Só que o interessante é que ele é bem menos bruto que o Porsche Taycan ao fazer isso. O alemão arranca com brutalidade, com um forte tranco que faz parecer uma montanha-russa de impulsão. O BYD Han, por outro lado, dá a sensação daqueles elevadores modernos que só funcionam do décimo andar para cima, mesmo partindo do térreo.
Quem já andou em um desses sabe que o elevador começa sutil e exerce uma força tão extrema que até o equilíbrio você perde. Com o Han é a mesma coisa: ele sai acelerando sem trancos, linearmente, mas te cola no banco sem dó e provoca alguns gritos de desespero em desavisados passageiros de primeira viagem.
Para isso, o BYD Han conta com dois motores elétricos. O dianteiro entrega 222 cv e 33,6 kgfm de torque, enquanto o traseiro fica com 272 cv e 35,7 kgfm. Juntos, são 494 cv e 69,3 kgfm de força bruta e sempre linear. Mesmo em retomadas, ele ganha velocidade sem aquele grande tapão dos elétricos, fazendo com elegância.
O rodar é silencioso, com absorção de impactos da suspensão feitos com maestria e com absoluto silêncio. O Han é muito mais confortável e pronto para as ruas brasileiras que o Porsche Taycan, que é um carro mais duro e esportivo. Até mesmo os pneus 245/45 R19 contribuem para essa maciez de rodagem em absoluto silêncio.
Joga de ladinho
Mas tudo isso compete ao modo Eco. Em Sport, o BYD Han mostra que os chineses estão começando a aprender a fazer carros esportivos. Ele joga mais força para a traseira e deixa os controles bem permissivos. Dá para fazer uma alça de acesso de uma rodovia toda com a traseira deslizando controladamente – não tente fazer isso em casa.
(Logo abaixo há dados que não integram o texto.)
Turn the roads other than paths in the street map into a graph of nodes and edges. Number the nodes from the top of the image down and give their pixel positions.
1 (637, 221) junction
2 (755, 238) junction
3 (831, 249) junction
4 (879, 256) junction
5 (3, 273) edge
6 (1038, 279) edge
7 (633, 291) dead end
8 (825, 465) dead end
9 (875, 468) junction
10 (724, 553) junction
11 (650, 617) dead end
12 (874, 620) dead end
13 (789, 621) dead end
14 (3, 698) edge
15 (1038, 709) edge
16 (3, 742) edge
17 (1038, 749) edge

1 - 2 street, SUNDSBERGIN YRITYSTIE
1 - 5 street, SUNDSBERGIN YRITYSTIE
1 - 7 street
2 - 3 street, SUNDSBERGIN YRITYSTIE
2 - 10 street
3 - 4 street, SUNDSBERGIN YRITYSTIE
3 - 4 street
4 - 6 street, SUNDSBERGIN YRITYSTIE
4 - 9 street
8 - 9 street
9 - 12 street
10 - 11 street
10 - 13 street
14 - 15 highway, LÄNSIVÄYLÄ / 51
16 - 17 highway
O BYD Han é muito na mão, com direção bastante direta, rápida e com peso ideal. Isso ajuda a manter o modelo em trajetória sem dificuldades, enquanto o acelerador progressivo parece conectado diretamente ao cérebro do motorista, entendendo cada momento de aceleração, alívio e retomada.
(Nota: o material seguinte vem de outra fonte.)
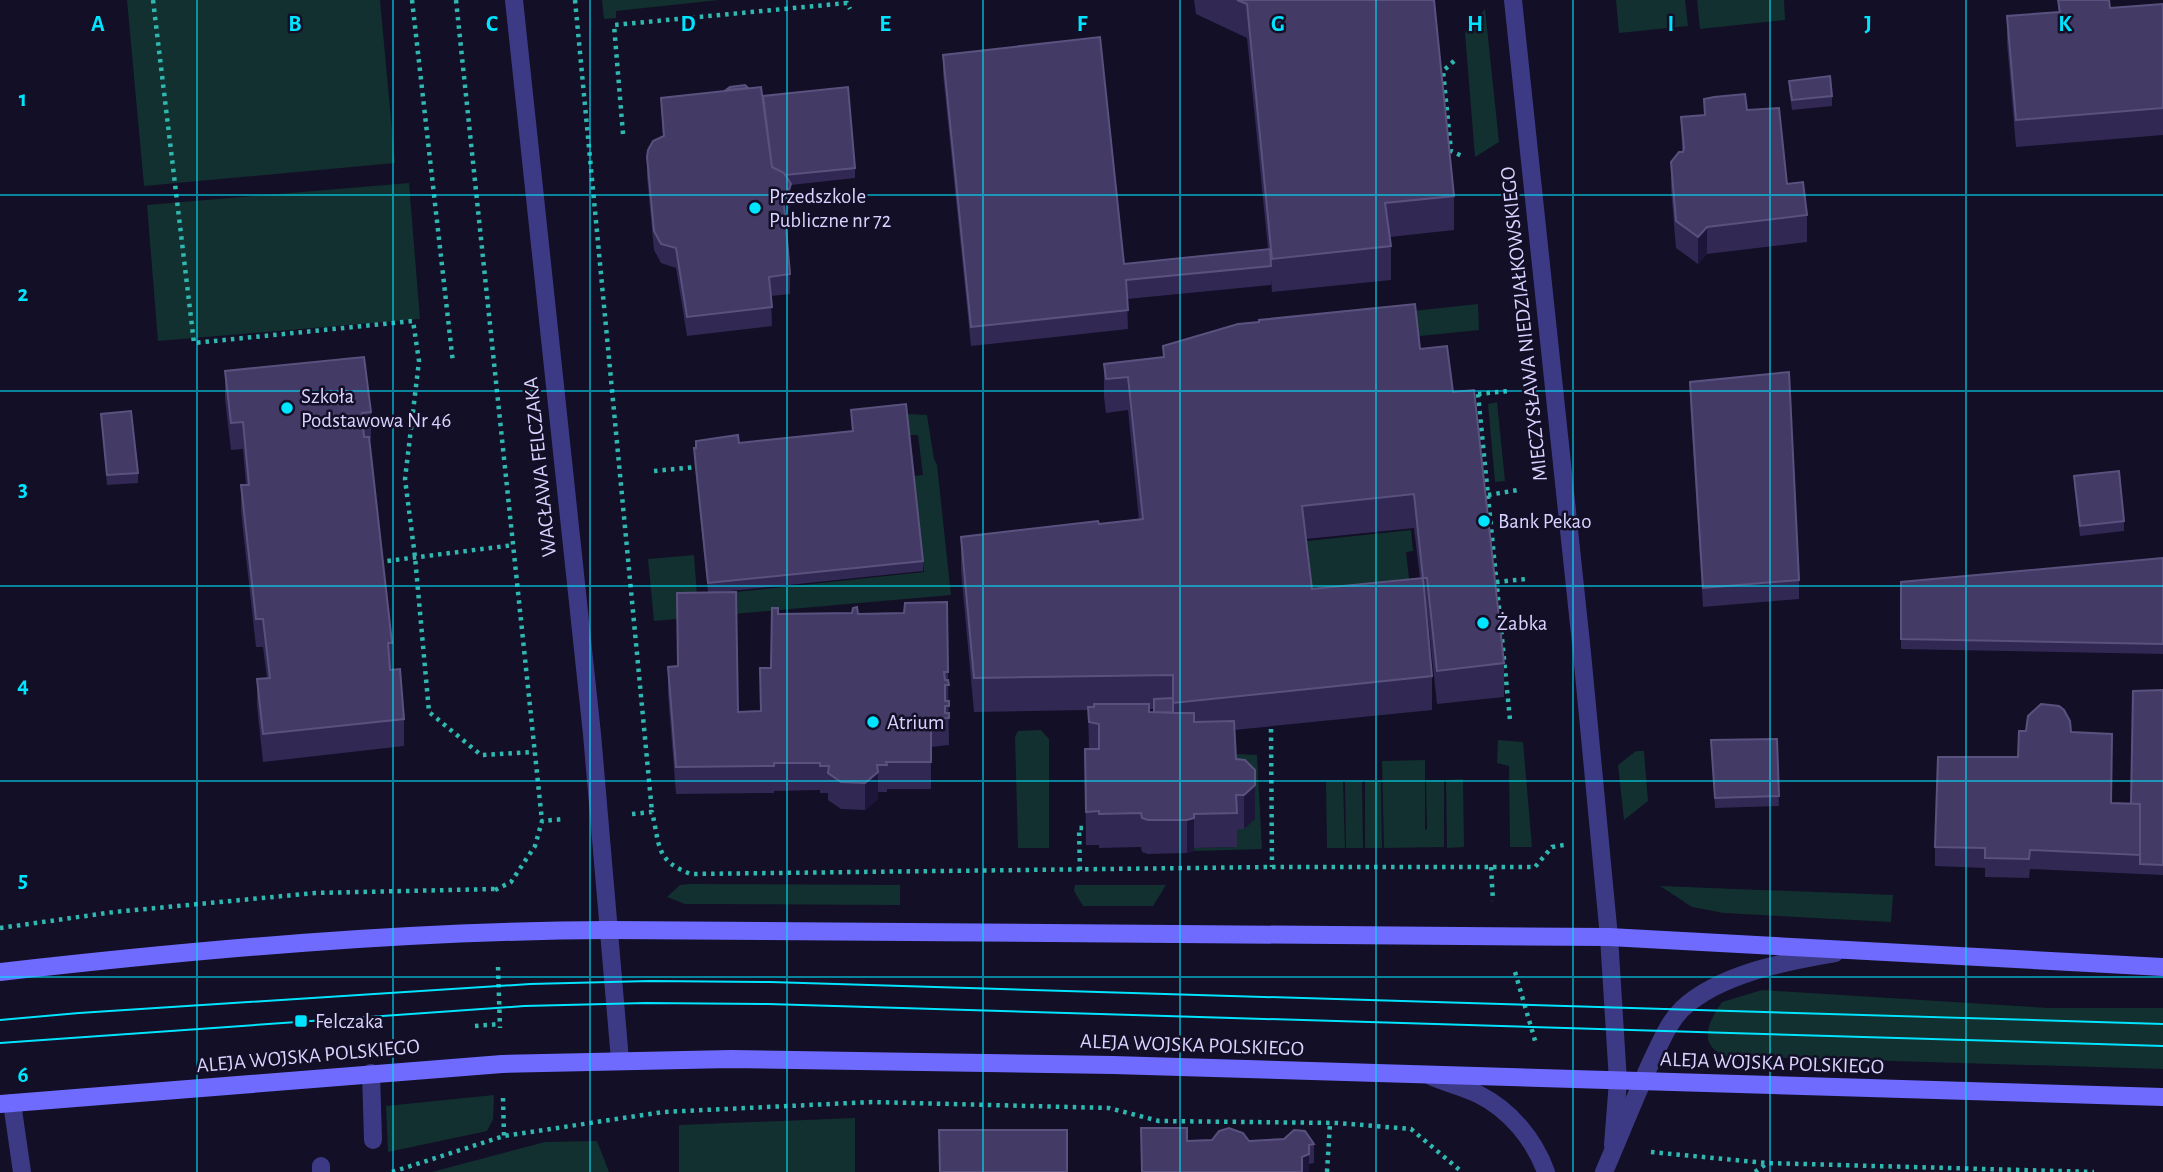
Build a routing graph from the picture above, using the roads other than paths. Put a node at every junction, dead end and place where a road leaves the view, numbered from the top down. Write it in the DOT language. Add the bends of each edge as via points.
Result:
graph roads {
  1 [pos="514,0"];
  2 [pos="1513,0"];
  3 [pos="610,930"];
  4 [pos="1609,937"];
  5 [pos="1850,950"];
  6 [pos="2163,967"];
  7 [pos="0,972"];
  8 [pos="620,1060"];
  9 [pos="371,1073"];
  10 [pos="1428,1074"];
  11 [pos="1618,1080"];
  12 [pos="1642,1082"];
  13 [pos="2163,1097"];
  14 [pos="6,1104"];
  15 [pos="373,1140"];
  16 [pos="22,1172"];
  17 [pos="1546,1172"];
  18 [pos="1604,1172"];
  1 -- 3 [label="street, WACŁAWA FELCZAKA"];
  2 -- 4 [label="street, MIECZYSŁAWA NIEDZIAŁKOWSKIEGO"];
  3 -- 4 [label="main road, ALEJA WOJSKA POLSKIEGO"];
  3 -- 7 [label="main road, ALEJA WOJSKA POLSKIEGO" via="496,931 252,946"];
  3 -- 8 [label="street"];
  4 -- 5 [label="main road, ALEJA WOJSKA POLSKIEGO"];
  4 -- 11 [label="street"];
  5 -- 6 [label="main road, ALEJA WOJSKA POLSKIEGO"];
  5 -- 12 [label="street, ALEJA WOJSKA POLSKIEGO" via="1780,964 1700,996 1670,1024"];
  8 -- 9 [label="main road, ALEJA WOJSKA POLSKIEGO"];
  8 -- 10 [label="main road, ALEJA WOJSKA POLSKIEGO" via="886,1060"];
  9 -- 14 [label="main road, ALEJA WOJSKA POLSKIEGO"];
  9 -- 15 [label="street"];
  10 -- 11 [label="main road, ALEJA WOJSKA POLSKIEGO"];
  10 -- 17 [label="street" via="1497,1105 1523,1130"];
  11 -- 12 [label="main road, ALEJA WOJSKA POLSKIEGO"];
  11 -- 18 [label="street" via="1613,1144"];
  12 -- 13 [label="main road, ALEJA WOJSKA POLSKIEGO"];
  12 -- 18 [label="street"];
  14 -- 16 [label="street"];
}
Mas por que disse começando a aprender? Pois falta aquele pente fino de um engenheiro alemão na hora de colocar o BYD Han no limite. A Hyundai sabe disso e contratou o ex-chefe da BMW M para aperfeiçoar seus carros esportivos. Eles sabem como colocar a diversão ao volante no limite junto com a precisão.
Em curvas de alta velocidade, o BYD Han deixa a traseira deslizar perfeitamente, mas a frente esparrama. Ou seja, tem o sobresterço de um carro traseiro (que joga a traseira para dentro da curva) com o subesterço de um modelo com tração dianteira (faz a curva reto). É um ajuste tão pequeno que falta para atingir o nível dos rivais.
Tão forte quanto sua aceleração é a frenagem. O BYD agarra o asfalto tão forte quanto uma mãe aperta as mãos de uma criança quando o pequeno pentelho solta algum segredo cabeludo da família na hora errada. Pisou, ele dispara o pisca-alerta e breca com toda força que seus freios Brembo possuem. Meu pulmão até hoje não voltou para o lugar depois de testar os freios do Han.
Longo e longe
Com 500 km de autonomia declarada, o BYD Han é um raro caso de carro elétrico que te dá segurança para viagens longas. Ele devora a bateria na estrada, consumindo mais quilômetros do que o hodômetro registra, mas ainda assim permite chegar a lugares longe sem se preocupar com carga.
A unidade testada ainda era pré-série, não contando com os bocais de carregamento padrão europeu mais comum por aqui. Por isso a recarga foi lenta. Mas durante os testes foi preciso colocar o Han na tomada só uma vez. Para longas distâncias, ele deixa o motorista mais seguro com piloto automático adaptativo e sistema de manutenção em faixa.
Como as acelerações do BYD, esses sistemas trabalham suavemente e com inteligência acima da média. Nada de frenagens fortes ou centralização na faixa à base de socos no volante. Mas ele tem costume de ficar longe demais do carro à frente. Se der ruim no meio do caminho, ele tem frenagem autônoma de emergência.
Face do dragão
Se antigamente os carros chineses não tinham personalidade própria e copiavam a concorrência, o BYD Han é o exemplo do contrário. A marca tem construído uma forte identidade visual com elementos característicos em todos os seus modelos, tendo o Han como grande base e muso inspirador.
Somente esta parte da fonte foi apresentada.